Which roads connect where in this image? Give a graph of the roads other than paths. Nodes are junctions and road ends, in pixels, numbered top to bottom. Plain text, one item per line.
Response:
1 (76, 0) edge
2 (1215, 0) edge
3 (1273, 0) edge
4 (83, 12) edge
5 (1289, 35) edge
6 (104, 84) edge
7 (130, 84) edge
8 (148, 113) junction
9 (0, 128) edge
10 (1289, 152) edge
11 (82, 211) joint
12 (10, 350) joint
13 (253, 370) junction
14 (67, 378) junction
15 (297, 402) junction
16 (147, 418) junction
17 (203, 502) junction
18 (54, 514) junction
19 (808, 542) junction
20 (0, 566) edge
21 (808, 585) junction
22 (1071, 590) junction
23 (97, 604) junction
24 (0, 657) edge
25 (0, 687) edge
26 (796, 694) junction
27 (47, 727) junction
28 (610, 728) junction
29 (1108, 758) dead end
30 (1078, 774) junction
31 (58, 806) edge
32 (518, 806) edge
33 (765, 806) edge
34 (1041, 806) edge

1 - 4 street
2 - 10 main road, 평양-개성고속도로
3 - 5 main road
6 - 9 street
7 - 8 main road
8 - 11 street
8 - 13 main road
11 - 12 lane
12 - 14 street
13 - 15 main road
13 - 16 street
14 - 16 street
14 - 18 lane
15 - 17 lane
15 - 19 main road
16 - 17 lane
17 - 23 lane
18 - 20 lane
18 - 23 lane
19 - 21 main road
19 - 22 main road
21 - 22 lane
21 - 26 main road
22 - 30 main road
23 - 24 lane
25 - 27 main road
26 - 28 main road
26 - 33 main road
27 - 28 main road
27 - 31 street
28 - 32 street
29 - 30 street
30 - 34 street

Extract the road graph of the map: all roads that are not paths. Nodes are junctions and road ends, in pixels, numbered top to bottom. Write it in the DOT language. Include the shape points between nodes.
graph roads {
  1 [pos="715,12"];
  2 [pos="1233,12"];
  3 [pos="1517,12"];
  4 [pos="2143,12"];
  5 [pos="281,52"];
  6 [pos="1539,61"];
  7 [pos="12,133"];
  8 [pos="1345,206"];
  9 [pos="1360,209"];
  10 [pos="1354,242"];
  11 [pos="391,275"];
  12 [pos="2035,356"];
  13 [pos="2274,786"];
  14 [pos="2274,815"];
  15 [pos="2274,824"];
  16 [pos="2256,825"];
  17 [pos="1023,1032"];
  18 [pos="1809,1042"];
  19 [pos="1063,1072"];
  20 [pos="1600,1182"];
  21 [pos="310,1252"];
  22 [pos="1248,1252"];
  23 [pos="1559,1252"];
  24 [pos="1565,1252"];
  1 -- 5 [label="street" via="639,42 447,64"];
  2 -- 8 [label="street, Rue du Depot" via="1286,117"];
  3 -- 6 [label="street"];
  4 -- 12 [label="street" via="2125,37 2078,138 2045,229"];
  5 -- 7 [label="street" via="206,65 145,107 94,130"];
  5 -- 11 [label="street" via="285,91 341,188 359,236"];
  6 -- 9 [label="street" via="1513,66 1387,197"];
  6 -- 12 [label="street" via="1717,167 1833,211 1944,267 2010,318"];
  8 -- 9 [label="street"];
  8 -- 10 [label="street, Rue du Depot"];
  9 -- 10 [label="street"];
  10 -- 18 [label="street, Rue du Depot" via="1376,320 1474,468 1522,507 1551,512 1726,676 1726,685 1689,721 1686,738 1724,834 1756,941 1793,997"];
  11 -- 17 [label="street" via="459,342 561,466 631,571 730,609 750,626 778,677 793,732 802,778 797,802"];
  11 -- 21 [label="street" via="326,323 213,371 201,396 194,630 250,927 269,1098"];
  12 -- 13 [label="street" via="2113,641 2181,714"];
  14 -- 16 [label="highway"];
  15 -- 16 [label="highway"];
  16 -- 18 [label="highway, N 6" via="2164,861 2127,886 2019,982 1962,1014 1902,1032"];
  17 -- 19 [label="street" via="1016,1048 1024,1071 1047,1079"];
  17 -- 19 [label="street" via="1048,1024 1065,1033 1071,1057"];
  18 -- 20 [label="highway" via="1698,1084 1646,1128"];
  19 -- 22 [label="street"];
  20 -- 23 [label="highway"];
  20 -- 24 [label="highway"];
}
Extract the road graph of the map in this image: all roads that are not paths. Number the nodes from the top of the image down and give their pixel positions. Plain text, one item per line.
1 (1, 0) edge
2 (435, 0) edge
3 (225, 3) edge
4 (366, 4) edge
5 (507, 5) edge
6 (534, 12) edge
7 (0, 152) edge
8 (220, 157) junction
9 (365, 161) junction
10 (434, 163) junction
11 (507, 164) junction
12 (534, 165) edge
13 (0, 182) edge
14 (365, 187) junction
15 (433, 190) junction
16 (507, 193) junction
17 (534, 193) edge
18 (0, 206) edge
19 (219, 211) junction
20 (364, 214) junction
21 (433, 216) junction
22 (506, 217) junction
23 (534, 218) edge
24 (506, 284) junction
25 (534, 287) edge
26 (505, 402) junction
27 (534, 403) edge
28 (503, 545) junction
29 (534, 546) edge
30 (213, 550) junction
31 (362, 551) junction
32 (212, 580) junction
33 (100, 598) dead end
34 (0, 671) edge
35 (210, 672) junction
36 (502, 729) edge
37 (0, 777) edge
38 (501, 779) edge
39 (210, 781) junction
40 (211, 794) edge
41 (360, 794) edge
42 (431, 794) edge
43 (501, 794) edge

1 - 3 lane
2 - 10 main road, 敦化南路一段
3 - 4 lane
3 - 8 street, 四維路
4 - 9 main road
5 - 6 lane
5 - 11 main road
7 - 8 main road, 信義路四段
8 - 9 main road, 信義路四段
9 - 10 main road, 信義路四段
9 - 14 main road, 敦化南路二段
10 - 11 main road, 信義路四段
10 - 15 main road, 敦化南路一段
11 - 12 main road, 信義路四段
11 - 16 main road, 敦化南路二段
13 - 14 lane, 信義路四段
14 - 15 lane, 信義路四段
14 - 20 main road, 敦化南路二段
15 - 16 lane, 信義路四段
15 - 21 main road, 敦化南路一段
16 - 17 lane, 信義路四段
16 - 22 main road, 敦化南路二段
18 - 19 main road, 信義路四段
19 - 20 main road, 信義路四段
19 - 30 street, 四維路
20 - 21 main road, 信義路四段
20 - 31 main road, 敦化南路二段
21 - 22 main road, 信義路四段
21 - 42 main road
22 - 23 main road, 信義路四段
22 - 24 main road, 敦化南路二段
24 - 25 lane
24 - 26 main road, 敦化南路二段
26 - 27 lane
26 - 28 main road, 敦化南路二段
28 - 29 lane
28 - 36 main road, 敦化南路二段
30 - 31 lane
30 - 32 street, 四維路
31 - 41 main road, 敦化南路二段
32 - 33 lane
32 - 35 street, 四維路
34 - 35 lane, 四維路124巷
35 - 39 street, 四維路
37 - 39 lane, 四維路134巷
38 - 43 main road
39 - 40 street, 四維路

The task: Please copy the data in full, character for character.

Completed task:
Which roads connect where in this image? Give a graph of the roads other than paths. Nodes are junctions and road ends, in pixels, numbered top to bottom. Plain text, one item per line.
Response:
1 (76, 0) edge
2 (1215, 0) edge
3 (1273, 0) edge
4 (83, 12) edge
5 (1289, 35) edge
6 (104, 84) edge
7 (130, 84) edge
8 (148, 113) junction
9 (0, 128) edge
10 (1289, 152) edge
11 (82, 211) joint
12 (10, 350) joint
13 (253, 370) junction
14 (67, 378) junction
15 (297, 402) junction
16 (147, 418) junction
17 (203, 502) junction
18 (54, 514) junction
19 (808, 542) junction
20 (0, 566) edge
21 (808, 585) junction
22 (1071, 590) junction
23 (97, 604) junction
24 (0, 657) edge
25 (0, 687) edge
26 (796, 694) junction
27 (47, 727) junction
28 (610, 728) junction
29 (1108, 758) dead end
30 (1078, 774) junction
31 (58, 806) edge
32 (518, 806) edge
33 (765, 806) edge
34 (1041, 806) edge

1 - 4 street
2 - 10 main road, 평양-개성고속도로
3 - 5 main road
6 - 9 street
7 - 8 main road
8 - 11 street
8 - 13 main road
11 - 12 lane
12 - 14 street
13 - 15 main road
13 - 16 street
14 - 16 street
14 - 18 lane
15 - 17 lane
15 - 19 main road
16 - 17 lane
17 - 23 lane
18 - 20 lane
18 - 23 lane
19 - 21 main road
19 - 22 main road
21 - 22 lane
21 - 26 main road
22 - 30 main road
23 - 24 lane
25 - 27 main road
26 - 28 main road
26 - 33 main road
27 - 28 main road
27 - 31 street
28 - 32 street
29 - 30 street
30 - 34 street

Extract the road graph of the map: all roads that are not paths. Nodes are junctions and road ends, in pixels, numbered top to bottom. Write it in the DOT language. Include the shape points between nodes.
graph roads {
  1 [pos="715,12"];
  2 [pos="1233,12"];
  3 [pos="1517,12"];
  4 [pos="2143,12"];
  5 [pos="281,52"];
  6 [pos="1539,61"];
  7 [pos="12,133"];
  8 [pos="1345,206"];
  9 [pos="1360,209"];
  10 [pos="1354,242"];
  11 [pos="391,275"];
  12 [pos="2035,356"];
  13 [pos="2274,786"];
  14 [pos="2274,815"];
  15 [pos="2274,824"];
  16 [pos="2256,825"];
  17 [pos="1023,1032"];
  18 [pos="1809,1042"];
  19 [pos="1063,1072"];
  20 [pos="1600,1182"];
  21 [pos="310,1252"];
  22 [pos="1248,1252"];
  23 [pos="1559,1252"];
  24 [pos="1565,1252"];
  1 -- 5 [label="street" via="639,42 447,64"];
  2 -- 8 [label="street, Rue du Depot" via="1286,117"];
  3 -- 6 [label="street"];
  4 -- 12 [label="street" via="2125,37 2078,138 2045,229"];
  5 -- 7 [label="street" via="206,65 145,107 94,130"];
  5 -- 11 [label="street" via="285,91 341,188 359,236"];
  6 -- 9 [label="street" via="1513,66 1387,197"];
  6 -- 12 [label="street" via="1717,167 1833,211 1944,267 2010,318"];
  8 -- 9 [label="street"];
  8 -- 10 [label="street, Rue du Depot"];
  9 -- 10 [label="street"];
  10 -- 18 [label="street, Rue du Depot" via="1376,320 1474,468 1522,507 1551,512 1726,676 1726,685 1689,721 1686,738 1724,834 1756,941 1793,997"];
  11 -- 17 [label="street" via="459,342 561,466 631,571 730,609 750,626 778,677 793,732 802,778 797,802"];
  11 -- 21 [label="street" via="326,323 213,371 201,396 194,630 250,927 269,1098"];
  12 -- 13 [label="street" via="2113,641 2181,714"];
  14 -- 16 [label="highway"];
  15 -- 16 [label="highway"];
  16 -- 18 [label="highway, N 6" via="2164,861 2127,886 2019,982 1962,1014 1902,1032"];
  17 -- 19 [label="street" via="1016,1048 1024,1071 1047,1079"];
  17 -- 19 [label="street" via="1048,1024 1065,1033 1071,1057"];
  18 -- 20 [label="highway" via="1698,1084 1646,1128"];
  19 -- 22 [label="street"];
  20 -- 23 [label="highway"];
  20 -- 24 [label="highway"];
}
Extract the road graph of the map in this image: all roads that are not paths. Number the nodes from the top of the image down and give their pixel positions. Plain text, one item per line.
1 (1, 0) edge
2 (435, 0) edge
3 (225, 3) edge
4 (366, 4) edge
5 (507, 5) edge
6 (534, 12) edge
7 (0, 152) edge
8 (220, 157) junction
9 (365, 161) junction
10 (434, 163) junction
11 (507, 164) junction
12 (534, 165) edge
13 (0, 182) edge
14 (365, 187) junction
15 (433, 190) junction
16 (507, 193) junction
17 (534, 193) edge
18 (0, 206) edge
19 (219, 211) junction
20 (364, 214) junction
21 (433, 216) junction
22 (506, 217) junction
23 (534, 218) edge
24 (506, 284) junction
25 (534, 287) edge
26 (505, 402) junction
27 (534, 403) edge
28 (503, 545) junction
29 (534, 546) edge
30 (213, 550) junction
31 (362, 551) junction
32 (212, 580) junction
33 (100, 598) dead end
34 (0, 671) edge
35 (210, 672) junction
36 (502, 729) edge
37 (0, 777) edge
38 (501, 779) edge
39 (210, 781) junction
40 (211, 794) edge
41 (360, 794) edge
42 (431, 794) edge
43 (501, 794) edge

1 - 3 lane
2 - 10 main road, 敦化南路一段
3 - 4 lane
3 - 8 street, 四維路
4 - 9 main road
5 - 6 lane
5 - 11 main road
7 - 8 main road, 信義路四段
8 - 9 main road, 信義路四段
9 - 10 main road, 信義路四段
9 - 14 main road, 敦化南路二段
10 - 11 main road, 信義路四段
10 - 15 main road, 敦化南路一段
11 - 12 main road, 信義路四段
11 - 16 main road, 敦化南路二段
13 - 14 lane, 信義路四段
14 - 15 lane, 信義路四段
14 - 20 main road, 敦化南路二段
15 - 16 lane, 信義路四段
15 - 21 main road, 敦化南路一段
16 - 17 lane, 信義路四段
16 - 22 main road, 敦化南路二段
18 - 19 main road, 信義路四段
19 - 20 main road, 信義路四段
19 - 30 street, 四維路
20 - 21 main road, 信義路四段
20 - 31 main road, 敦化南路二段
21 - 22 main road, 信義路四段
21 - 42 main road
22 - 23 main road, 信義路四段
22 - 24 main road, 敦化南路二段
24 - 25 lane
24 - 26 main road, 敦化南路二段
26 - 27 lane
26 - 28 main road, 敦化南路二段
28 - 29 lane
28 - 36 main road, 敦化南路二段
30 - 31 lane
30 - 32 street, 四維路
31 - 41 main road, 敦化南路二段
32 - 33 lane
32 - 35 street, 四維路
34 - 35 lane, 四維路124巷
35 - 39 street, 四維路
37 - 39 lane, 四維路134巷
38 - 43 main road
39 - 40 street, 四維路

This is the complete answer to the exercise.